The rationale for combining iza-bren with serplulimab, an anti–PD-1 antibody already approved in China for ES-SCLC, is rooted in the synergistic potential of ADC-induced immunogenic cell death and checkpoint inhibition. Previous phase 1b data for iza-bren monotherapy in advanced SCLC showed a cORR of 44.8%, a figure nearly doubled by the addition of serplulimab in this phase 2 setting.²

Safety and Tolerability

The safety profile of the combination was characterized by frequent but manageable hematologic toxicities. The most common treatment-related adverse events (TRAEs) with an incidence ≥30% included anemia, thrombocytopenia, leukopenia, and neutropenia.¹

While grade ≥3 events occurred, the median resolution time for severe neutropenia was 3 days, and 7 days for severe anemia. Supportive measures, including growth factor support and dose reductions, were effective in managing these toxicities. Notably, the treatment-related discontinuation rate for iza-bren remained low at 7.3% overall. However, a dose-dependent safety trend was observed: the discontinuation rate was significantly lower in the 2.5 mg/kg cohort (2.4%) than in the 2.75 mg/kg cohort (12.2%).

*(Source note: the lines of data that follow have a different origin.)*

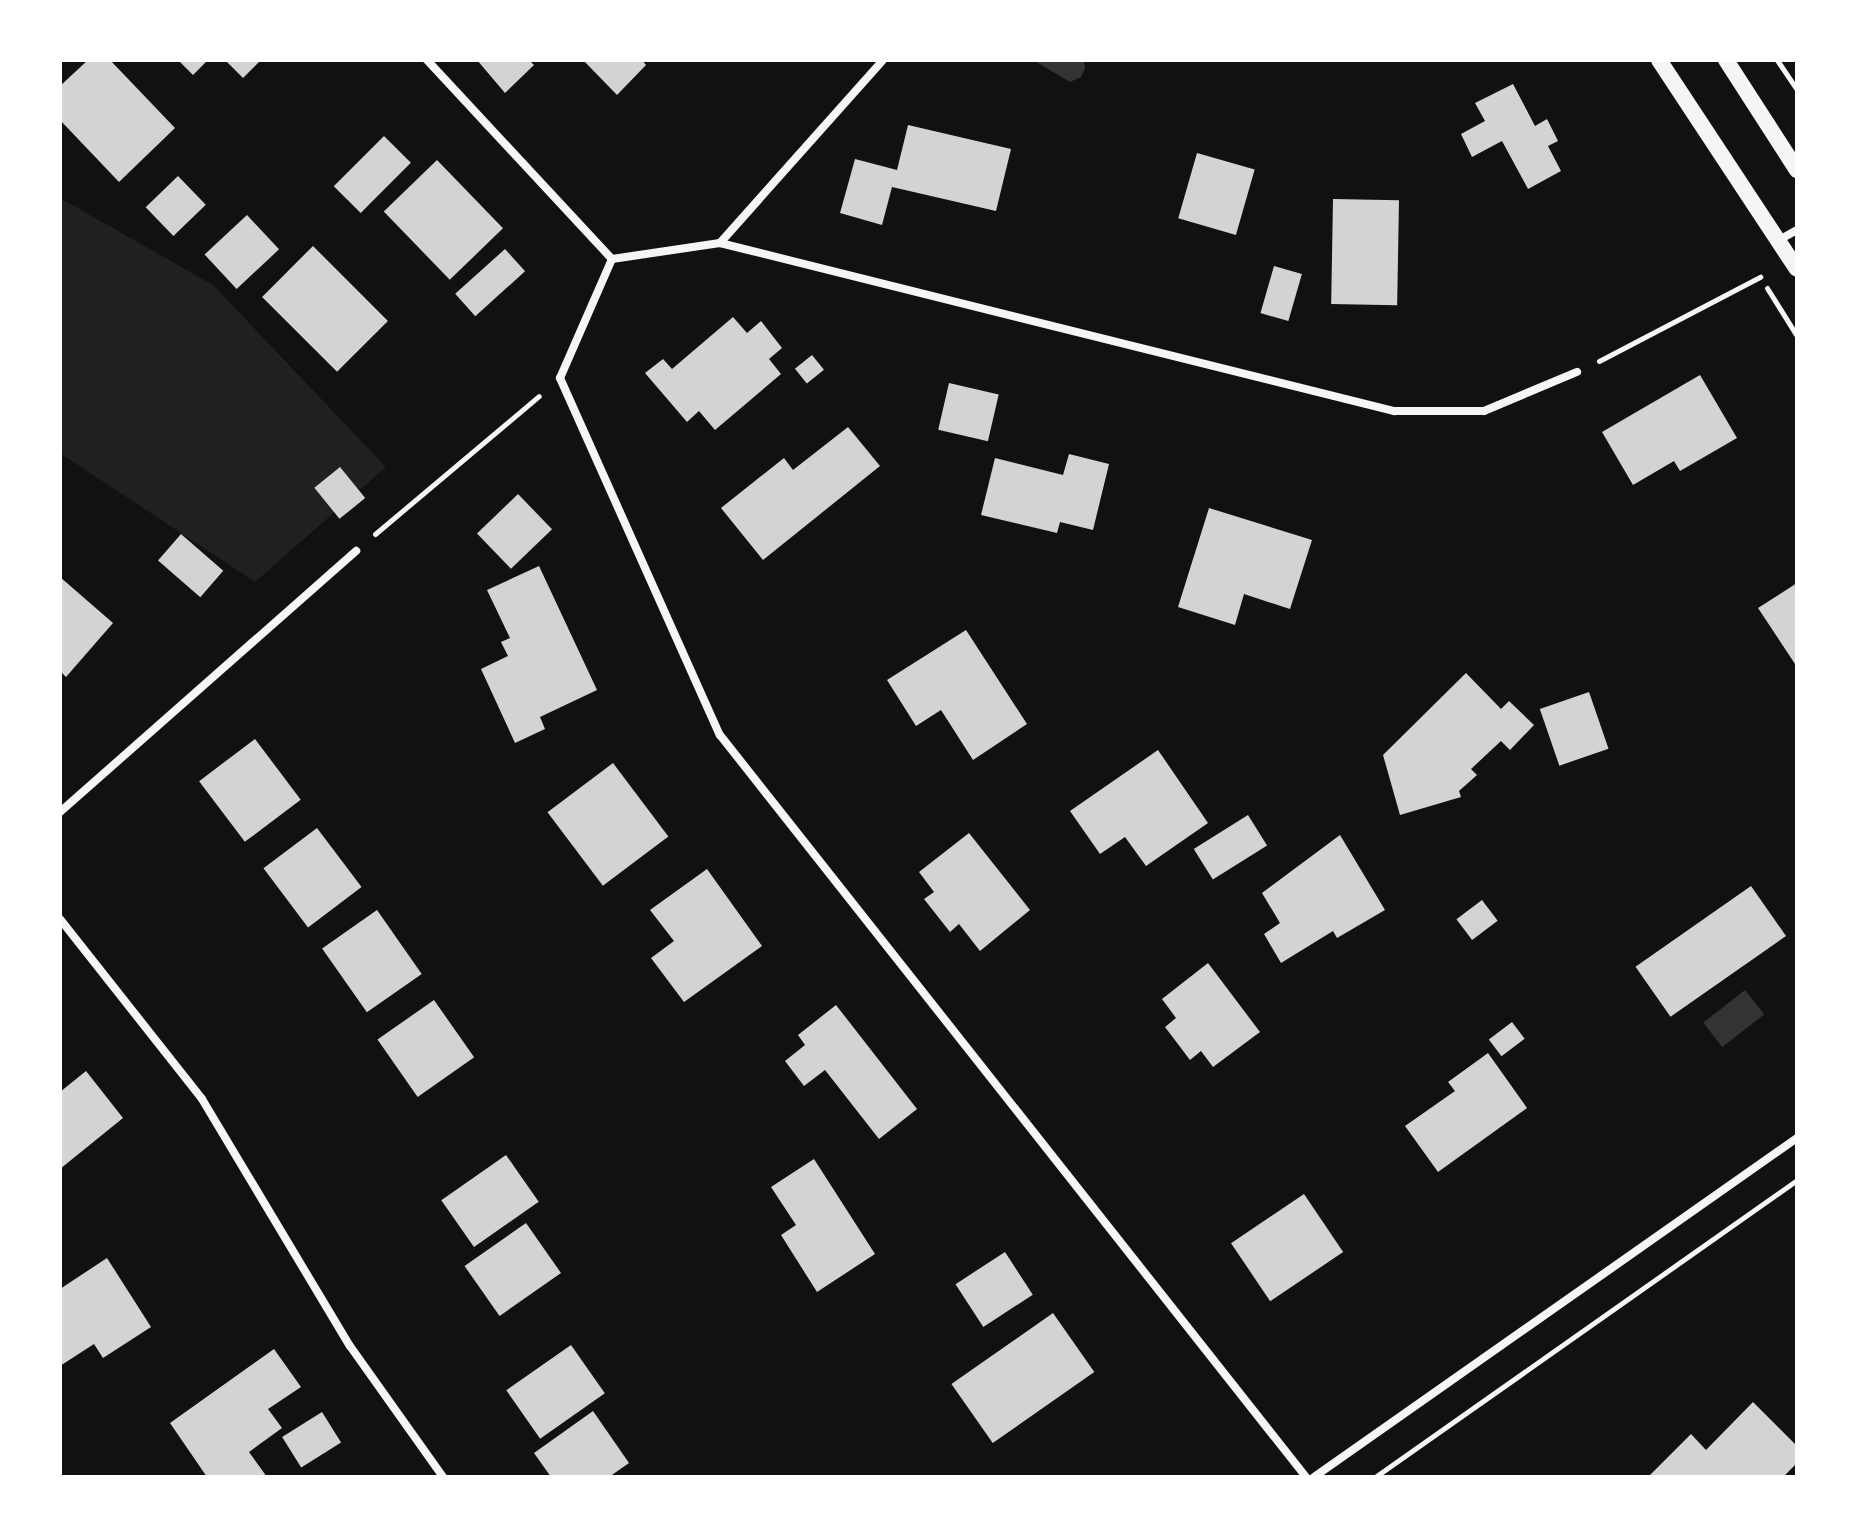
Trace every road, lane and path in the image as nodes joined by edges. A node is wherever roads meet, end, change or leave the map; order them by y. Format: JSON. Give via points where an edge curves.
{"nodes":[{"id":1,"x":427,"y":60,"type":"edge"},
{"id":2,"x":883,"y":60,"type":"edge"},
{"id":3,"x":1659,"y":60,"type":"edge"},
{"id":4,"x":1726,"y":60,"type":"edge"},
{"id":5,"x":1777,"y":60,"type":"edge"},
{"id":6,"x":1797,"y":90,"type":"edge"},
{"id":7,"x":1797,"y":170,"type":"edge"},
{"id":8,"x":1797,"y":230,"type":"edge"},
{"id":9,"x":1779,"y":240,"type":"junction"},
{"id":10,"x":720,"y":243,"type":"junction"},
{"id":11,"x":612,"y":259,"type":"junction"},
{"id":12,"x":1797,"y":269,"type":"edge"},
{"id":13,"x":1797,"y":336,"type":"edge"},
{"id":14,"x":1577,"y":372,"type":"joint"},
{"id":15,"x":560,"y":378,"type":"junction"},
{"id":16,"x":356,"y":551,"type":"joint"},
{"id":17,"x":60,"y":812,"type":"edge"},
{"id":18,"x":60,"y":919,"type":"edge"},
{"id":19,"x":1797,"y":1138,"type":"edge"},
{"id":20,"x":1797,"y":1180,"type":"edge"},
{"id":21,"x":443,"y":1477,"type":"edge"},
{"id":22,"x":1306,"y":1477,"type":"edge"},
{"id":23,"x":1314,"y":1477,"type":"edge"},
{"id":24,"x":1375,"y":1477,"type":"edge"}],
"edges":[{"from":1,"to":11,"type":"street"},
{"from":2,"to":10,"type":"street"},
{"from":3,"to":9,"type":"main road"},
{"from":4,"to":7,"type":"main road"},
{"from":5,"to":6,"type":"path"},
{"from":8,"to":9,"type":"street"},
{"from":9,"to":12,"type":"main road"},
{"from":10,"to":11,"type":"street"},
{"from":10,"to":14,"type":"street","via":[[1394,411],[1484,411]]},
{"from":11,"to":15,"type":"street"},
{"from":13,"to":14,"type":"path","via":[[1760,277]]},
{"from":15,"to":16,"type":"path"},
{"from":15,"to":22,"type":"street","via":[[720,735]]},
{"from":16,"to":17,"type":"street"},
{"from":18,"to":21,"type":"street","via":[[202,1099],[350,1346]]},
{"from":19,"to":23,"type":"street"},
{"from":20,"to":24,"type":"path"}]}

Specific complications of interest included interstitial lung disease, reported in 2.4% of patients (1 grade 2 and 1 grade 3 event), and a 2.4% rate of neutropenic fever. There were 2 treatment-related deaths recorded: 1 due to multiple organ dysfunction syndrome and 1 due to pneumonia/respiratory failure.

Study Design and Future Directions

The trial enrolled 82 patients with a median age of 61.5 years; approximately 70% had an ECOG performance status of 1. At baseline, nearly 40% of the population presented with liver metastases. Stage II of the study randomized treatment-naive patients into 2 cohorts receiving either 2.5 mg/kg or 2.75 mg/kg of iza-bren on days 1 and 8 of a 3-week cycle, combined with 4.5 mg/kg of serplulimab.

Based on the favorable therapeutic index of the 2.5 mg/kg dose, researchers have selected this concentration for upcoming trials. Preparations for a phase 3 confirmatory study in China are currently underway to further validate the efficacy of this ADC-immunotherapy combination in the first-line setting for ES-SCLC.

REFERENCES

1. Zhou F. Phase II study of iza-bren (BL-D01D1) in combination with serplulimab in patients with small cell lung cancer (SCLC). Presented at: 20256 ELCC; March 25–28, 2026; Copenhagen, Denmark. Abstract 3O.

2. Hong SD, Wang YS, Zhao HY, et al.Izalontamab brengitecan (Iza-bren; BL-B01D1), a first-in-class EGFR-HER3 bispecific antibody-drug conjugate, for patients with EGFR-mutated NSCLC: pooled analysis of phase I and phase II trials. Ann Oncol. 2026 Jan 27:S0923-7534(26)00018-9. doi: 10.1016/j.annonc.2026.01.009. Epub ahead of print. PMID: 41611210.